The Company expects to generate revenues primarily from the sale of its
TMF-based products. Product shipments and resulting revenues are expected to
remain at nominal levels until the beginning of shipments of SECURESTART in the
fourth quarter. At this time, the Company expects the majority of its near-term
revenues to be generated from sales of the BOLDER-based SECURESTART product.
In June 1995, the Company and JCI established a joint venture (the "Joint
Venture") to develop high volume manufacturing technology for TMF batteries, to
manufacture TMF batteries for sale by both partners and to pursue HEV battery
development opportunities for TMF batteries. In 1997, having substantially
completed its primary objective of developing the high volume manufacturing
technology, the Company and JCI announced a new relationship, which replaced
the Joint Venture effective as of July 1996. Under the terms of the new
relationship, which was finalized in July 1997, each party is separately
implementing TMF battery-manufacturing facilities to best meet the unique
requirements of the markets addressed by each.
In connection with the agreement to discontinue the Joint Venture, BOLDER
received a cash payment from JCI, as well as all of the tangible net assets of
the Joint Venture. In return, BOLDER granted JCI certain royalty-bearing
licenses and committed to provide certain technology transfer services. The
Company completed all of its obligations to provide technology transfer
services to JCI in 1998. All of the licenses are royalty bearing, and certain
of the licenses are subject to minimum royalties and minimum performance
criteria. BOLDER and JCI also entered into a cross supply agreement with
commitments to supply the other party with minimum quantities of TMF battery
products for several years.
The Company believes that its results of operations to date may not be
indicative of results in future periods. Future operating results may be
affected by a wide range of factors and may fluctuate significantly from period
to period.
RESULTS OF OPERATIONS
Revenues from product sales increased to $53,562 and $70,682 for the three- and
six-months ended June 30, 1999, respectively, from $4,240 and $32,081 for the
same periods in 1998. Product sales are relatively small and are expected to
remain at such levels until shipments of SECURESTART, the instant engine
starter product, begin in the fourth quarter.

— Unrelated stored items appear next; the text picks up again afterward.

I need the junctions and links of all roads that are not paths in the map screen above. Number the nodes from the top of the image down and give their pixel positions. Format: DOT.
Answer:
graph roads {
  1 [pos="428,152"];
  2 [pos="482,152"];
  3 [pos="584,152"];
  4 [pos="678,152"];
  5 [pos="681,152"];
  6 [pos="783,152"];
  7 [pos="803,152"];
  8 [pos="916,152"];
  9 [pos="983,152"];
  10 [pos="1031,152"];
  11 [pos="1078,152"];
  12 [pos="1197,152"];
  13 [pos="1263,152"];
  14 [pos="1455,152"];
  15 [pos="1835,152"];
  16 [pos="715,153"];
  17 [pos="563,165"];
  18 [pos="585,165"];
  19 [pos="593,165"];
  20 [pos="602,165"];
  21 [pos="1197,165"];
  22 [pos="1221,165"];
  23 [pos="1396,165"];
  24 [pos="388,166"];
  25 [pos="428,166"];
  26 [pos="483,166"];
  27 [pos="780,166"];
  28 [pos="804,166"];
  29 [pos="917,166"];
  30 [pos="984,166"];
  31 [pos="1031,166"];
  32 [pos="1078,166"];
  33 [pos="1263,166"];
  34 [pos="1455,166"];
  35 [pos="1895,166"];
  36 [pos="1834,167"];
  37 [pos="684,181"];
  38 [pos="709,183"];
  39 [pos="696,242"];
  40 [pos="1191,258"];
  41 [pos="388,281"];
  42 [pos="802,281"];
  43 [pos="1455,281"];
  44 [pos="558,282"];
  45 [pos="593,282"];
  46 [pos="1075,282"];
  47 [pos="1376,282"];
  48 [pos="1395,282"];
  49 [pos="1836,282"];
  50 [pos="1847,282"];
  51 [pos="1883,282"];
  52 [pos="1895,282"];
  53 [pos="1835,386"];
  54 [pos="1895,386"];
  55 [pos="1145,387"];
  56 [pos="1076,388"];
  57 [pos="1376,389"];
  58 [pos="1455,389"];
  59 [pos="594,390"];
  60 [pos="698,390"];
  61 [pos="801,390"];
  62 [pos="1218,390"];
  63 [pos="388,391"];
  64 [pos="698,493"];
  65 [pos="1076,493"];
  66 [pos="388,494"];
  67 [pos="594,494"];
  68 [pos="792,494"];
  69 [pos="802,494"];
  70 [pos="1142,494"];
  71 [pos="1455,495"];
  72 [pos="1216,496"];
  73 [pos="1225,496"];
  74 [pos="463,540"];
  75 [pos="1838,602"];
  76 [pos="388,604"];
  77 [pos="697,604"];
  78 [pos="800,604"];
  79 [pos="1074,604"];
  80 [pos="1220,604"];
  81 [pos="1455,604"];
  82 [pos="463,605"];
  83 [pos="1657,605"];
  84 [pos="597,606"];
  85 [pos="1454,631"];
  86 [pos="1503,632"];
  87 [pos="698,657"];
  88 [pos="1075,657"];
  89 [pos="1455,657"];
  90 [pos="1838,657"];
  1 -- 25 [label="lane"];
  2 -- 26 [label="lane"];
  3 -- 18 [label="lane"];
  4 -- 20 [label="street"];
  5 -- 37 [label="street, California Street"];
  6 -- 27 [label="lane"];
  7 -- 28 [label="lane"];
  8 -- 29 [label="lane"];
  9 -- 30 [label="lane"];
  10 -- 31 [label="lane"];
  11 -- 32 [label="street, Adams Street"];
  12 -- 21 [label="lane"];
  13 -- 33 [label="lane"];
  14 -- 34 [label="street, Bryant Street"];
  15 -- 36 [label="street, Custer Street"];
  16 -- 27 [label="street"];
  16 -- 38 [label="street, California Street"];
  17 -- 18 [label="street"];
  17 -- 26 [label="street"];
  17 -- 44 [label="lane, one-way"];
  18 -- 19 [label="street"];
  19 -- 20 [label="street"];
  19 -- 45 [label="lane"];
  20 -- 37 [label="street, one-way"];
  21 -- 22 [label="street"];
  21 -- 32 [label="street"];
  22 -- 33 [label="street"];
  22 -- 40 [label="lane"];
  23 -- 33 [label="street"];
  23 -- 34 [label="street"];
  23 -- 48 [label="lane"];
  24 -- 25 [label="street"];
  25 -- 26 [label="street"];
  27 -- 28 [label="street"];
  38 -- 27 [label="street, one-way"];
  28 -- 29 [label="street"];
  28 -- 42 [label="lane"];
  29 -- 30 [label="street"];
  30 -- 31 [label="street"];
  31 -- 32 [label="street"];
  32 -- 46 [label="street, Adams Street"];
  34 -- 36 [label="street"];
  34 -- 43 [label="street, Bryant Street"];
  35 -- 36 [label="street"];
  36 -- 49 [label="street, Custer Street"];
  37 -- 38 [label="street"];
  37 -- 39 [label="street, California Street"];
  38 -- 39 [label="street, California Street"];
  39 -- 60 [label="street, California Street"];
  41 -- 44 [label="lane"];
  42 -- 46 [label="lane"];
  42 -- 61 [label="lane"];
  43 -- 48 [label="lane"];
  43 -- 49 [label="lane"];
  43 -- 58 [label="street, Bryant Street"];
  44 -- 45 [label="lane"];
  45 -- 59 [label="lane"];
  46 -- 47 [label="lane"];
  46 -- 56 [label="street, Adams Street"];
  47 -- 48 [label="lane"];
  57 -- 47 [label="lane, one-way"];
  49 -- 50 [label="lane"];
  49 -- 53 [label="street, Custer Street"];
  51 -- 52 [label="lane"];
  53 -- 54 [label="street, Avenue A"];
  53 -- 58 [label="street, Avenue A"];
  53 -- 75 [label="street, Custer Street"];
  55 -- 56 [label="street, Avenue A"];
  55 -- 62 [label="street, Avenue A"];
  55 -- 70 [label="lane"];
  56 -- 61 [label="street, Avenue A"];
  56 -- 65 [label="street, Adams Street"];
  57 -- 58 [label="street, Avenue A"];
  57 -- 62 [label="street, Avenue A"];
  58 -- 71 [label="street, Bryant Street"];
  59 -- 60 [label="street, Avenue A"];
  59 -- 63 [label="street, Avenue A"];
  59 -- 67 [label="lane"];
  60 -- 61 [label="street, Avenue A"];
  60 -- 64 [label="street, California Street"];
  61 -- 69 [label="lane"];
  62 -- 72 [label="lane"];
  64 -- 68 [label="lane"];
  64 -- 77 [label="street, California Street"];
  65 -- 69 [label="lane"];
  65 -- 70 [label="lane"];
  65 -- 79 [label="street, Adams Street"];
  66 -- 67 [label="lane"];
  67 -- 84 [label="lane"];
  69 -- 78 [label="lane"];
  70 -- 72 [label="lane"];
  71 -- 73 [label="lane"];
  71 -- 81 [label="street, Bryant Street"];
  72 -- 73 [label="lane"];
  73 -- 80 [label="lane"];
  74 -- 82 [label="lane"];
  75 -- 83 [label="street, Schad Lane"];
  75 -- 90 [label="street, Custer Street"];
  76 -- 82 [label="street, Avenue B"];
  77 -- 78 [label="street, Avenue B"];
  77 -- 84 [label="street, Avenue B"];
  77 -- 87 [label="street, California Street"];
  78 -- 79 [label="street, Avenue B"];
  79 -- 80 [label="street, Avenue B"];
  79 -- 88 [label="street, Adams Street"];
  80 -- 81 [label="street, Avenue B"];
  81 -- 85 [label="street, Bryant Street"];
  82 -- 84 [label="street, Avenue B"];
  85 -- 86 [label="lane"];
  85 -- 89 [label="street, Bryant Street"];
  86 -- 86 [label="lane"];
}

Research and development services ("R&D") revenues declined to $35,001 and
$99,325 for the three- and six-months ended June 30, 1999, respectively, from
$527,641 and $1,080,945 for the same periods in 1998. The three- and six-months
ended June 30, 1998 included $350,000 and $699,000 of R&D revenues,
respectively, recognized by BOLDER for services provided in connection with its
technology transfer arrangement with JCI, which was completed at the end of
1998. R&D revenues from a customer-funded product development program decreased
to $29,000 for the three- and six-month periods ended June 30, 1999,
respectively, from $104,000 and $234,000 for the same periods in the prior
year. This program was completed in the first quarter 1999. The Company
considers R&D revenues as insignificant to the future of the business.
Cost of revenues increased to $132,524 from $75,734 for the three-month periods
ended June 30, 1999 and 1998, respectively. The increase in 1999 was due to
increased product shipment volumes. Cost of revenues decreased to $195,139 from
$203,526 for the six months ended June 30, 1999 and 1998, respectively.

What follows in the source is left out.